* _EXERCISE DETAILS_
The answer must be the full data, restated word for word, with no pictures in it.

Stored items:
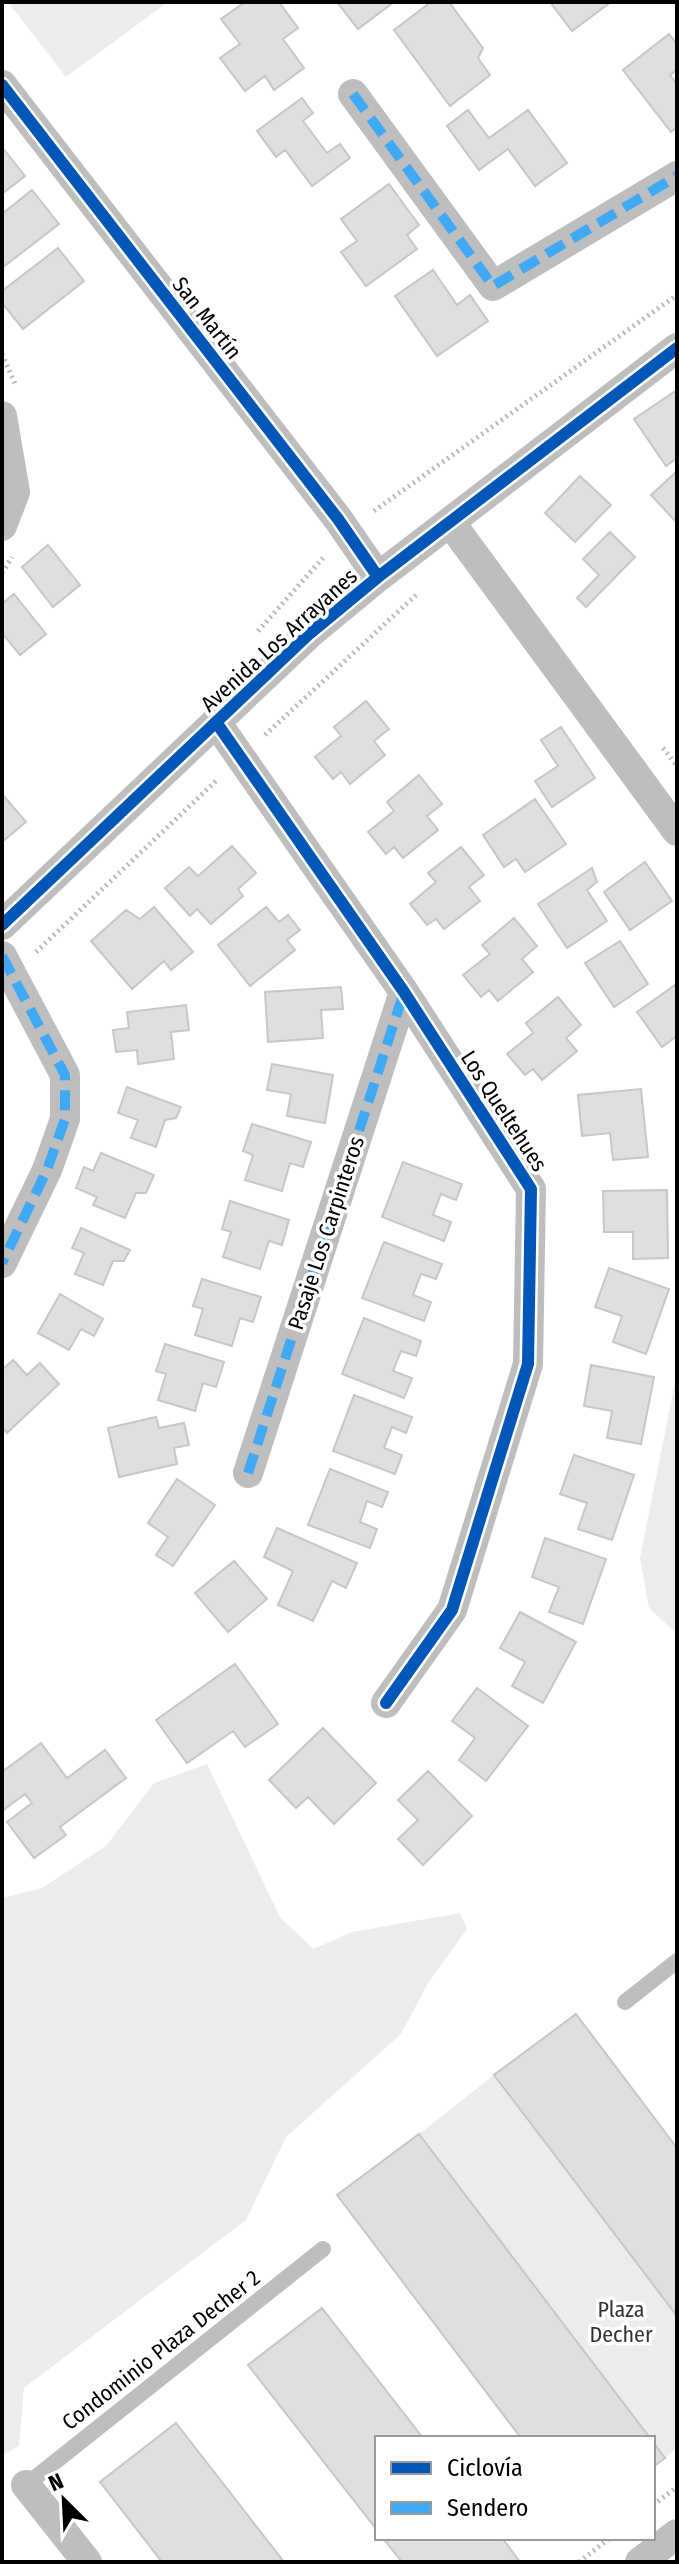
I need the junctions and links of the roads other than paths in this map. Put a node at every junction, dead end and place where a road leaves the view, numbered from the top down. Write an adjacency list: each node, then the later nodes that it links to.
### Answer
1 (2, 85): 8 (street, San Martín)
2 (353, 94): 3 (street)
3 (677, 176)
4 (677, 348): 6 (street, Avenida Los Arrayanes)
5 (2, 416): 7 (street)
6 (450, 522): 8 (street, Avenida Los Arrayanes); 10 (street)
7 (2, 526)
8 (378, 577): 9 (street, Avenida Los Arrayanes)
9 (216, 722): 11 (street, Avenida Los Arrayanes); 13 (street, Los Queltehues)
10 (677, 831)
11 (2, 925)
12 (7, 965): 14 (street)
13 (404, 992): 15 (street, Pasaje Los Carpinteros); 16 (street, Los Queltehues)
14 (2, 1263)
15 (248, 1473)
16 (386, 1703)
17 (677, 1961): 18 (lane)
18 (625, 2002)
19 (323, 2249): 20 (lane, Condominio Plaza Decher 2)
20 (26, 2485): 22 (street)
21 (677, 2534): 23 (street)
22 (87, 2562)
23 (640, 2562)

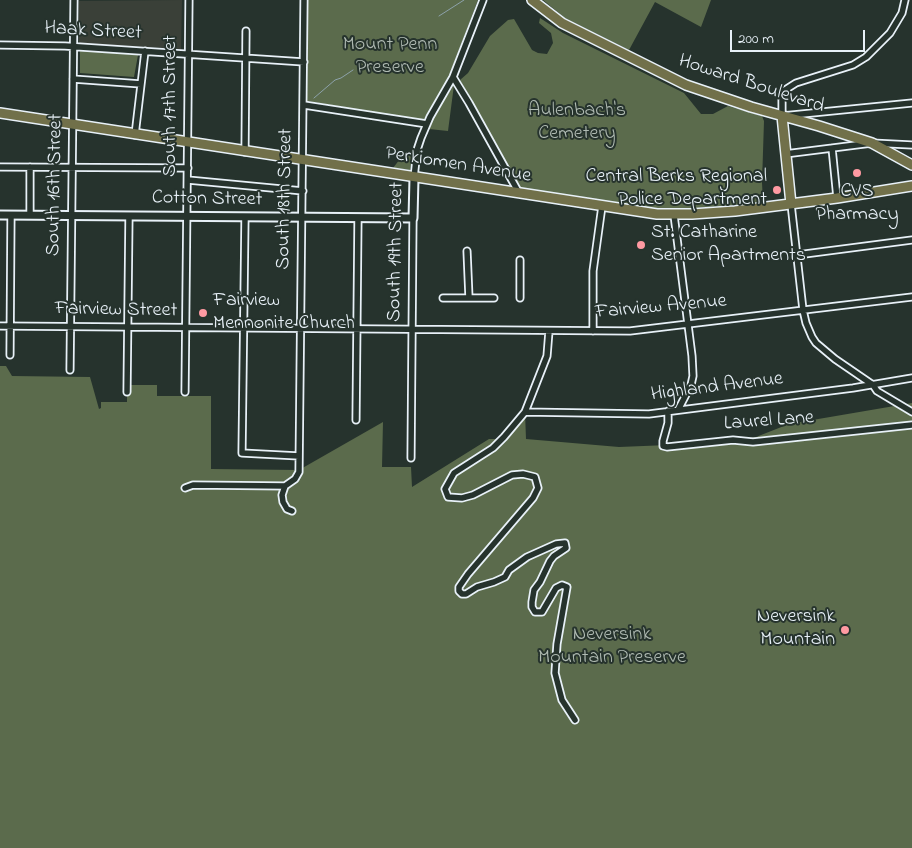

* _ANSWER TO THIS EXERCISE_
I need the junctions and links of the roads other than paths in this map. Put a node at every junction, dead end and place where a road leaves the view, numbered from the top down. Write an adjacency list: each node, then the later nodes that it links to.
### Answer
1 (2, 85): 8 (street, San Martín)
2 (353, 94): 3 (street)
3 (677, 176)
4 (677, 348): 6 (street, Avenida Los Arrayanes)
5 (2, 416): 7 (street)
6 (450, 522): 8 (street, Avenida Los Arrayanes); 10 (street)
7 (2, 526)
8 (378, 577): 9 (street, Avenida Los Arrayanes)
9 (216, 722): 11 (street, Avenida Los Arrayanes); 13 (street, Los Queltehues)
10 (677, 831)
11 (2, 925)
12 (7, 965): 14 (street)
13 (404, 992): 15 (street, Pasaje Los Carpinteros); 16 (street, Los Queltehues)
14 (2, 1263)
15 (248, 1473)
16 (386, 1703)
17 (677, 1961): 18 (lane)
18 (625, 2002)
19 (323, 2249): 20 (lane, Condominio Plaza Decher 2)
20 (26, 2485): 22 (street)
21 (677, 2534): 23 (street)
22 (87, 2562)
23 (640, 2562)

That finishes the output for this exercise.